Often you have to enable users to load large amounts of records into your application (usually from spreadsheets). So you build a few methods on your models, create controller end points and basic upload forms. With model validations your code is fairly clean and works great. Except then users start loading very large amounts of data (many thousand of records). And they sit there waiting for controller response.

One simple solution is to output results into another spreadsheet. Records that import successfully go into “success” tab, records that fail go into “errors” tab. Your process can even save the file periodically on the server and when finished it will email results to the user who inititated the upload. User then fixes the errors and reuploads the new file. This approach works up to a point. You are still processing only one record at a time. And what if you need to restart the application? You have to start upload from the beginning manually. You also should build your code so it will not create duplicate records via some kind of unique validation (email for users).

I experimented with putting upload spreadsheet on S3 and then grabbing it from there in case of server restart (spreadsheet gets deleted once the import is complete). But it still causes the import to begin from the first row. What I really want is to continue the import.

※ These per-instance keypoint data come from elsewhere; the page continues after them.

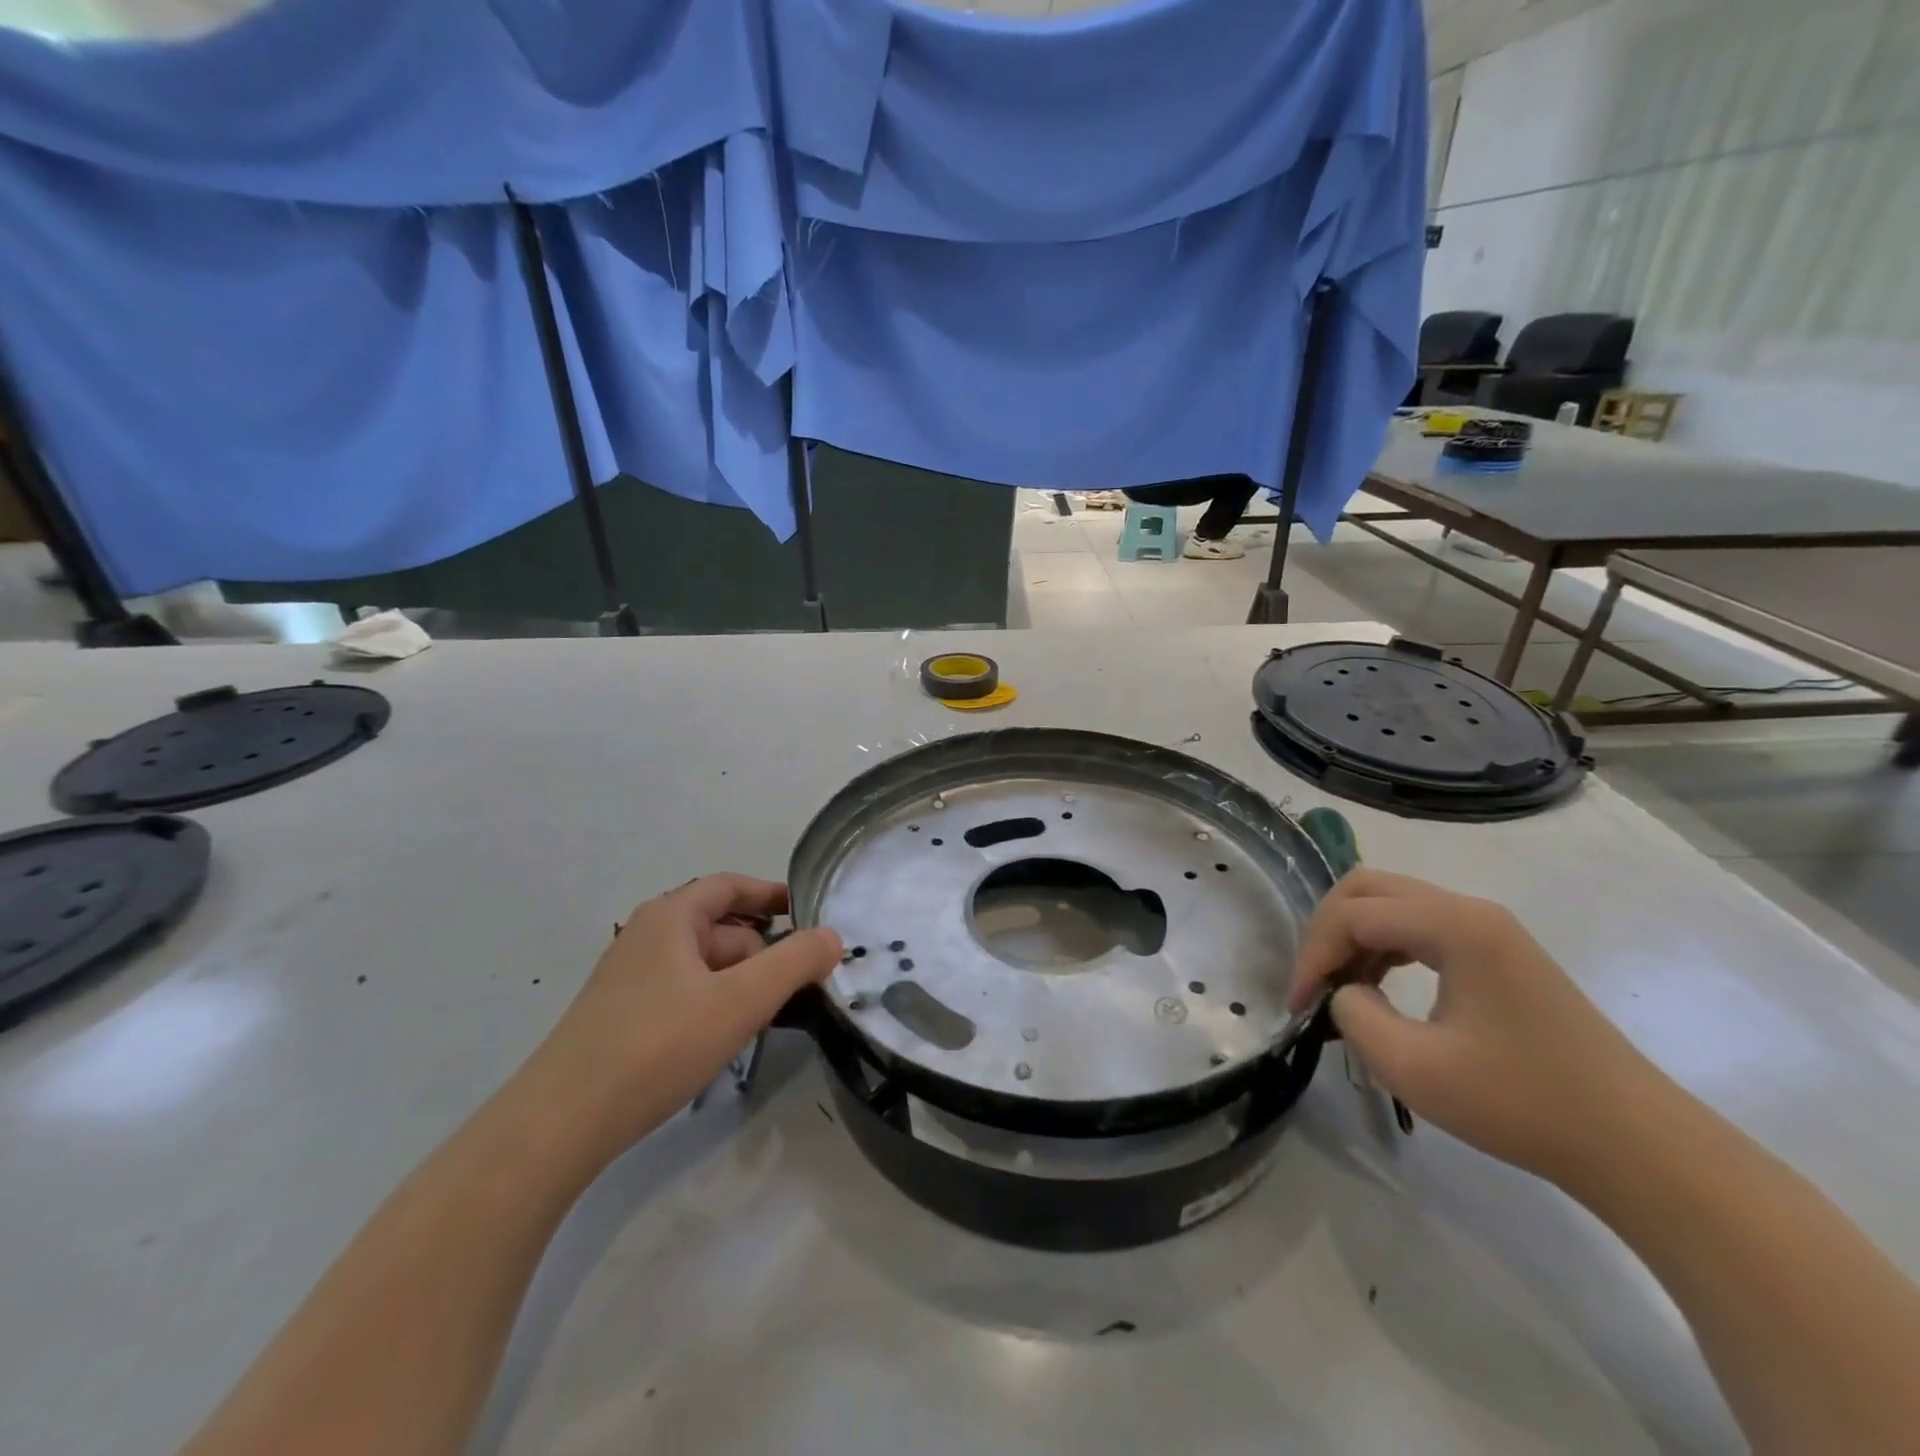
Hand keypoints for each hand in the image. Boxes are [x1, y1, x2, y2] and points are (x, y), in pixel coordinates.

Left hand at [526, 875, 841, 1156]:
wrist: (561, 1125)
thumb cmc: (657, 1045)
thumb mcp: (739, 1001)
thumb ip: (795, 963)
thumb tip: (832, 937)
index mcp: (669, 918)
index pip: (730, 886)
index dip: (771, 894)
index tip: (810, 913)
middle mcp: (648, 938)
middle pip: (722, 929)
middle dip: (765, 952)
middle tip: (802, 986)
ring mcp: (632, 980)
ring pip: (705, 967)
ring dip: (743, 983)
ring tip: (772, 1017)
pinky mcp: (624, 1018)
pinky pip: (686, 994)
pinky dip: (717, 1004)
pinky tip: (729, 1038)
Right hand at [1289, 869, 1667, 1186]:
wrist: (1637, 1145)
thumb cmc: (1523, 1104)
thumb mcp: (1415, 1067)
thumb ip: (1355, 1015)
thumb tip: (1345, 993)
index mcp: (1454, 925)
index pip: (1353, 915)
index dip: (1313, 955)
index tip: (1298, 1006)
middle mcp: (1469, 910)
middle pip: (1368, 888)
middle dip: (1327, 931)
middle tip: (1313, 982)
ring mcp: (1488, 929)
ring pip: (1391, 904)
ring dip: (1353, 938)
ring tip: (1340, 990)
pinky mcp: (1497, 953)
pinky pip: (1418, 927)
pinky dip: (1383, 948)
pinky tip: (1377, 987)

Here is the solution I am working on:

  • Go through the spreadsheeet and turn each row into separate import job.
  • Queue them up in Sidekiq / Resque / AWS SQS. You want some kind of in memory solution because saving each job as a record into regular DB will take too long.
  • This way controller can respond to user fairly quickly with “your import has began, you will receive results by email” message.
  • Process each job and and store results in “errors” and “success” queues.
  • When you are done with the last row kick off separate process to create spreadsheet based on contents of “errors” and “success” queues and email it to the user.

I will update this post once I actually implement this.